In Doe v. Felician University, relied on by Judge Allen, a Muslim woman of Palestinian descent sued Felician University claiming it discriminated against her because of her creed, ancestry, and national origin. Ms. Doe moved to proceed anonymously alleging stalking, cyberbullying, derogatory blog posts, and threats of physical harm by students and faculty at the university. Judge Mannion found “disapproval and frustration voiced by some members of the public on the blog post do not amount to threats” and while the “blog post and comments are filled with hate speech and offensive comments, … none of the language create a risk of retaliatory harm and do not threaten Ms. Doe.” Judge Mannion concluded Ms. Doe’s allegations the specific blog promoted violence against Muslims did not contain promotion of violence either towards all Muslims or Ms. Doe individually and a blog comment “if anyone knows Ms. Doe’s identity, [the blogger] will post it on the blog does not qualify as a substantial threat warranting protection.” Judge Mannion found no specific credible threat leading him to deny the motion to proceed anonymously….

The court also noted:

Mr. Doe publicly accuses the University of discriminatory conduct. The University would be prejudiced by requiring it to defend itself publicly against serious accusations of discrimination asserted by Mr. Doe “from behind a cloak of anonymity.” …

{In Doe v. Shakur (S.D.N.Y. 1996), plaintiff victim of sexual assault sued Tupac Shakur and Charles Fuller for damages. Plaintiff sought to proceed anonymously. Judge Chin denied the motion…. Judge Chin recognized plaintiff understandably did not want to be publicly identified but concluded her legitimate privacy concerns did not outweigh the public’s interest in open judicial proceedings. Judge Chin reasoned proceeding anonymously would place Defendant Shakur “at a serious disadvantage, for he would be required to defend himself publicly while plaintiff could make her accusations from behind a cloak of anonymity.”

Our colleagues within this District and Circuit have adopted Judge Chin’s reasoning in denying motions to proceed anonymously.

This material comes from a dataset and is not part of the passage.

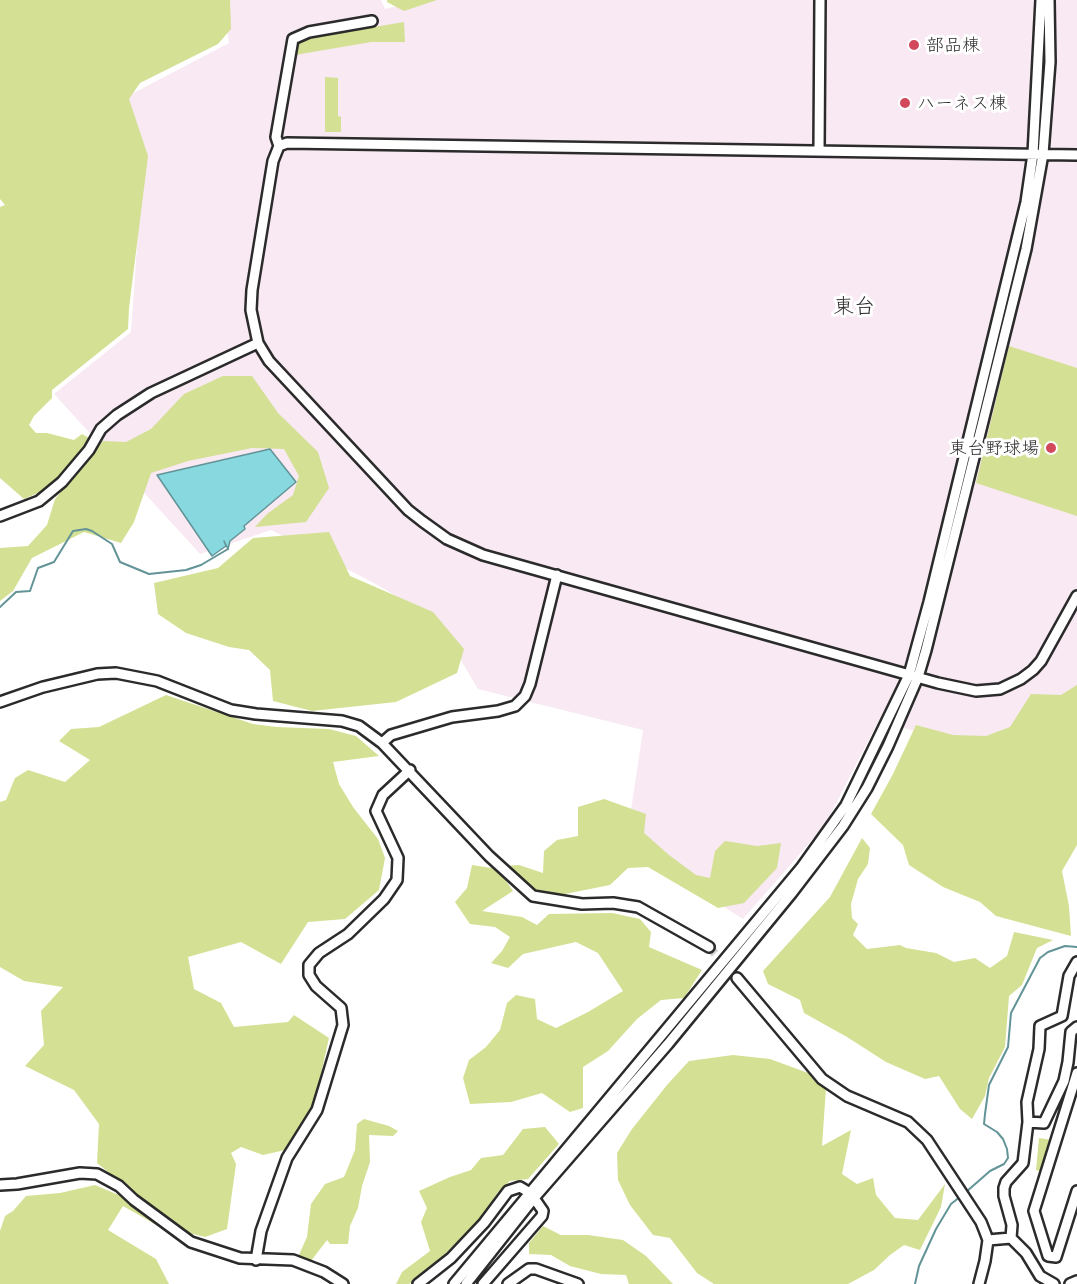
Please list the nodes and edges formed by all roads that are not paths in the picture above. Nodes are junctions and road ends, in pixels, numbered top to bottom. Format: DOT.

In Doe v. Court of Common Pleas of Butler Cnty. (W.D. Pa. 2017), Judge Bissoon denied plaintiff’s motion to proceed under a pseudonym where plaintiff alleged a Pennsylvania state court judge offered her a position as a probation officer in exchange for an ongoing sexual relationship. Plaintiff argued disclosure of her identity would expose her and her family to unwanted media attention and potential violence by parolees she supervised. Judge Bissoon reasoned Ms. Doe “is not the only party exposed to public humiliation,” finding the public claims can “cast a shadow over the defendant’s reputation,” “may cause damage to their good names and reputation,” “‘basic fairness generally dictates that plaintiffs who publicly accuse defendants in civil suits ‘must [sue] under their real names,'” and defendants should not be made to defend themselves publicly while the plaintiff is “behind a cloak of anonymity.”

Judge Bongiovanni similarly reasoned fundamental fairness generally requires plaintiffs to make accusations publicly and it is unfair to allow a plaintiff to accuse a defendant from “behind a cloak of anonymity.” And Judge Marston in Doe v. Main Line Hospitals, Inc. (E.D. Pa. 2020), similarly reasoned Main Line Hospitals would be placed at “a serious disadvantage” by having to defend itself publicly while the plaintiff nurse, who alleged the Hospital fired her after learning of her drug addiction in violation of the Americans with Disabilities Act, “could make her accusations behind a cloak of anonymity.”

The court ordered that the plaintiff’s name, which he filed under seal without first getting leave of court to file it under seal, would be unsealed June 10, presumably to give plaintiff the opportunity to appeal if he so chooses.